Another 'Nova Heartbreak a Tough Pill to Swallow

We’ve seen it all before, many times, and even though the players are different, the disappointment is the same. Villanova University basketball teams always win a lot of games and they’re almost always entertaining, as well, but when the Wildcats get to the greatest show on earth, they shrivel and disappear.

Villanova rolled into the NCAA Tournament with the best record in school history (32-2) and an impressive showing in the Big East Tournament and it was hard to argue when they were named as the No. 1 seed in the Eastern Regional. And after an easy, taking-care-of-business victory over Lafayette in the opening round, the Wildcats looked prime for a long NCAA run.


And then they ran into a brick wall that was dressed in North Carolina State uniforms, and once again the Wildcats headed back to the Main Line with their tail between their legs. The 71-68 loss to No. 8 seed N.C. State was just the latest in a long line of disappointing finishes for Villanova under coach Jay Wright, and once again Wright’s anything-goes offense was a major reason why.

Before going any further, here is disclaimer No. 1 – I’ve been a big Villanova basketball fan my entire life. My father was a starting forward for the Wildcats in the mid-1930s and I was raised on names like Washington and Jones and Kraft and Melchionni and Porter and Siemiontkowski, and I celebrated when ‘Nova won its only national championship in 1985.

Disclaimer No. 2 – I like Jay Wright, just like everybody likes Jay Wright. I dealt with him several times when he was coach at Hofstra and in the same conference as Delaware, and I’ve dealt with him several times since he’s been at Villanova. He’s always gracious and cooperative and, unlike some other high-profile coaches, Wright is a nice guy even when the television cameras aren’t on him.

Disclaimer No. 3 – I readily acknowledge that Jay Wright knows more about basketball than I do. He also dresses a lot better.

Having said all of that, something has to change on the Main Line, or Villanova will never duplicate its miracle 1985 finish, when the Wildcats stunned Georgetown in one of the best championship games in NCAA Tournament history. Back then, when Massimino was the coach, Villanova almost never lost games it should have won and often won games it wasn’t supposed to. Massimino was a master of game-day coaching as well as pregame preparation.

Granted, times have changed. The players have changed, too, as well as the way the game is played. But good coaching still makes a difference, especially in the NCAA Tournament when the competition is stiffer and the odds are higher. It’s not a coincidence that some coaches, like Massimino and now Tom Izzo of Michigan State, always seemed to make a good run when it matters the most.

And even though we understand that the coaches don’t make or miss shots or fail to block out or seal the baseline or anything else that happens inside the lines, the coaches do influence how those players take those shots, etc. As our old friend Andy Reid used to say every week, you’ve got to put the players in a position to succeed.

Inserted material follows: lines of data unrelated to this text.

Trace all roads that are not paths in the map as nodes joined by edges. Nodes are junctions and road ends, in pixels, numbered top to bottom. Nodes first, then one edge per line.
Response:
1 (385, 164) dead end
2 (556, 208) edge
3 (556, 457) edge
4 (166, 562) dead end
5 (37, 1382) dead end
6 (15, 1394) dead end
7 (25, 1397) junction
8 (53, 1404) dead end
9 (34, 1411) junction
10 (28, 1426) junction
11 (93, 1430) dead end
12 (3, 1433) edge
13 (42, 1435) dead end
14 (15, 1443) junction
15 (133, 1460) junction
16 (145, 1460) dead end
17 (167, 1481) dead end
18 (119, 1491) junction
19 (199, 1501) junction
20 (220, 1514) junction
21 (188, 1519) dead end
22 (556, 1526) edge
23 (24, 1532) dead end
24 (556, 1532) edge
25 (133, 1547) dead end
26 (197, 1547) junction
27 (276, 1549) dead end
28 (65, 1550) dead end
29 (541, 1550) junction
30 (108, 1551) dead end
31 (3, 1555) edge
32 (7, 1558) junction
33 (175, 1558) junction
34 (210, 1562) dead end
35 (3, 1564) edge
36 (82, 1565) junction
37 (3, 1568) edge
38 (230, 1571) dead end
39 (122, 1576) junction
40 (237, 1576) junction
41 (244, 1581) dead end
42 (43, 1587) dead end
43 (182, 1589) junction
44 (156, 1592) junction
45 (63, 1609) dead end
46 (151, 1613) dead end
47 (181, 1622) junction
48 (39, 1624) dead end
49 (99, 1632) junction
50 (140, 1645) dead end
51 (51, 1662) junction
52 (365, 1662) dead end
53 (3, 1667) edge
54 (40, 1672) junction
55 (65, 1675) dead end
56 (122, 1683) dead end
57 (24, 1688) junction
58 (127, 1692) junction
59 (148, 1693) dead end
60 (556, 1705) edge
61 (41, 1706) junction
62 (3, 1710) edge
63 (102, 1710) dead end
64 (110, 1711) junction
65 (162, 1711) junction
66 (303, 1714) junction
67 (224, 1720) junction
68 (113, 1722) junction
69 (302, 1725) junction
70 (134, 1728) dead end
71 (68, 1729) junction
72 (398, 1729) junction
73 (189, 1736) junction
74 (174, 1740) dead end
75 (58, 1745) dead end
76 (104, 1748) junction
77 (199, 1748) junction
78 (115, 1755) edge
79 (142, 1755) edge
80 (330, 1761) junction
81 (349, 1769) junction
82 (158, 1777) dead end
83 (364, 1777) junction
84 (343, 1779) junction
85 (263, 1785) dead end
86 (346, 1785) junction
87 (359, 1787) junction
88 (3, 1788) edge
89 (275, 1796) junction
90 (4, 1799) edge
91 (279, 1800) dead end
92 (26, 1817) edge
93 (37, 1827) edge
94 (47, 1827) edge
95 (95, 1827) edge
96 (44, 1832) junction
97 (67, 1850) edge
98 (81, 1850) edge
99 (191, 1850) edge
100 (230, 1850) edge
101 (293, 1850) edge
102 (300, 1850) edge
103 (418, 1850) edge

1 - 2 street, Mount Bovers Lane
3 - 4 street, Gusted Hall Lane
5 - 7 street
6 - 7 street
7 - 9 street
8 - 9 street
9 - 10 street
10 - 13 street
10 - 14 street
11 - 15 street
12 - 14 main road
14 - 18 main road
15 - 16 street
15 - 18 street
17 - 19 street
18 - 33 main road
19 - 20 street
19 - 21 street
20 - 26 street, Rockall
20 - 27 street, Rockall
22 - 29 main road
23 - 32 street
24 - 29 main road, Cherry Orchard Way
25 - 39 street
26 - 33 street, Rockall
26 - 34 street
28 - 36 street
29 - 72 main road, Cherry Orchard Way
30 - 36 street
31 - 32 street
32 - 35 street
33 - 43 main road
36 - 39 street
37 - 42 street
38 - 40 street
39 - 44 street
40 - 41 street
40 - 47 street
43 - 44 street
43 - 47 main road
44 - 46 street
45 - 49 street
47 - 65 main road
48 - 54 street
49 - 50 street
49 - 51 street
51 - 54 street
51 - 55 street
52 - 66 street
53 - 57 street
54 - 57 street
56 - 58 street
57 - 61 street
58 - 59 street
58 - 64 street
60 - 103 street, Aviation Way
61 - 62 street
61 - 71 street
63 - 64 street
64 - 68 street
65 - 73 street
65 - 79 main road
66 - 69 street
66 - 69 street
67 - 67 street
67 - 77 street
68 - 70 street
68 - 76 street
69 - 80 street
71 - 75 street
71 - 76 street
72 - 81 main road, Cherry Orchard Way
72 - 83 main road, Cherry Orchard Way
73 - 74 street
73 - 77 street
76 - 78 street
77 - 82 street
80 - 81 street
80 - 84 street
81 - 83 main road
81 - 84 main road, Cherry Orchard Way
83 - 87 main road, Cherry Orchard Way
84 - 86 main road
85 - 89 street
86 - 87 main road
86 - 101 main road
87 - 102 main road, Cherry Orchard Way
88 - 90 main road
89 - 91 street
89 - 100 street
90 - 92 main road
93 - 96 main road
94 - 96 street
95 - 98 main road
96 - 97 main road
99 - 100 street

So, Villanova fans had to have cringed when they witnessed the coaching blunders that Wright made against North Carolina State. And we’re not talking about specific plays he should or should not have called. We’re talking about his approach on offense and defense, and that you can second-guess, especially when it’s so easy to do it. Time and time again, one guy from Villanova would dribble around while the other four players on the floor just stood there and watched, and eventually that one guy would heave a pressured shot with the shot clock winding down.

Sure, the Wildcats had several point-blank-range shots that didn’t go in and those kinds of things can happen no matter who the coach is – which is even more reason to make every possession count and not waste any of them playing one-on-four. Gives your kids the freedom to take shots, but insist on them having the discipline to take good shots and to do the little things that make a big difference, like set screens and move without the ball.

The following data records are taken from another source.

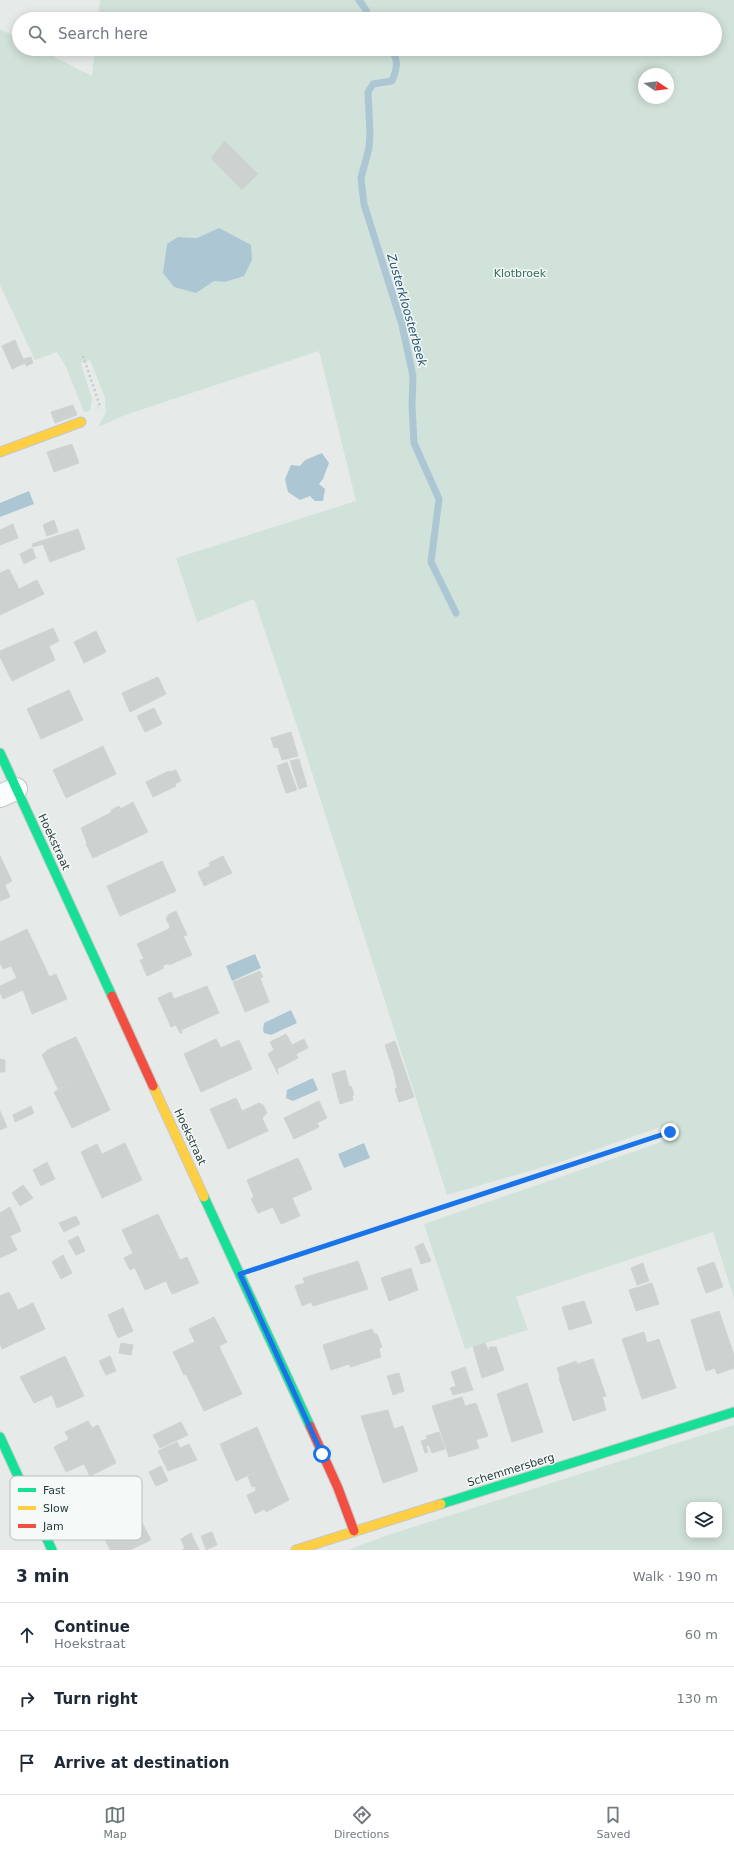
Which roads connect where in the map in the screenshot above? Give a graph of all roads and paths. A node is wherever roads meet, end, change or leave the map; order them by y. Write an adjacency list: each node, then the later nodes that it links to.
1 (83, 356): 2 (path)
2 (81, 422): 3 (street)
3 (0, 452)
4 (0, 753): 5 (street, Hoekstraat)
5 (8, 793): 7 (street, Hoekstraat)
6 (670, 1132): 7 (path)
7 (240, 1274): 11 (street, Hoekstraat)
8 (734, 1412): 11 (street, Schemmersberg)
9 (0, 1437): 10 (street)
10 (18, 1476)
11 (354, 1531): 14 (street, Schemmersberg)
12 (47, 1540): 13 (street)
13 (52, 1550)
14 (296, 1550)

Wright’s other blunder was on the defensive end of the floor. North Carolina State has a big, physical team and Wright elected to go with a small, pressing lineup for much of the second half. That strategy failed miserably. No. 1, the Wildcats failed to take the ball away from the Wolfpack, which is obviously a major reason to press a team that you don’t think is as athletic and quick as yours. But Villanova also failed to accomplish another key strategy behind a press – force a quicker tempo, which is obviously to the benefit of a run-and-gun team like Villanova.

So, Villanova’s press failed to bother N.C. State in the slightest and then the smaller Wildcats got hammered on the boards. The Wolfpack had a 45-32 edge in rebounding and its offensive rebounding and second-chance points were one of the biggest reasons N.C. State pulled off the upset.

Villanova will have another good team next season, including Delaware’s player of the year for 2014-15, Donte DiVicenzo of state-champion Salesianum School. And the Wildcats will have enough talent to once again become a high seed when March Madness rolls around again. Hopefully, Wright will watch what happened to his team – again – and learn from it. Just like Eagles coach Chip Kelly realized he had to make drastic changes to win a championship, Jay Wright has to adjust and adapt, or the Wildcats will continue to break our hearts.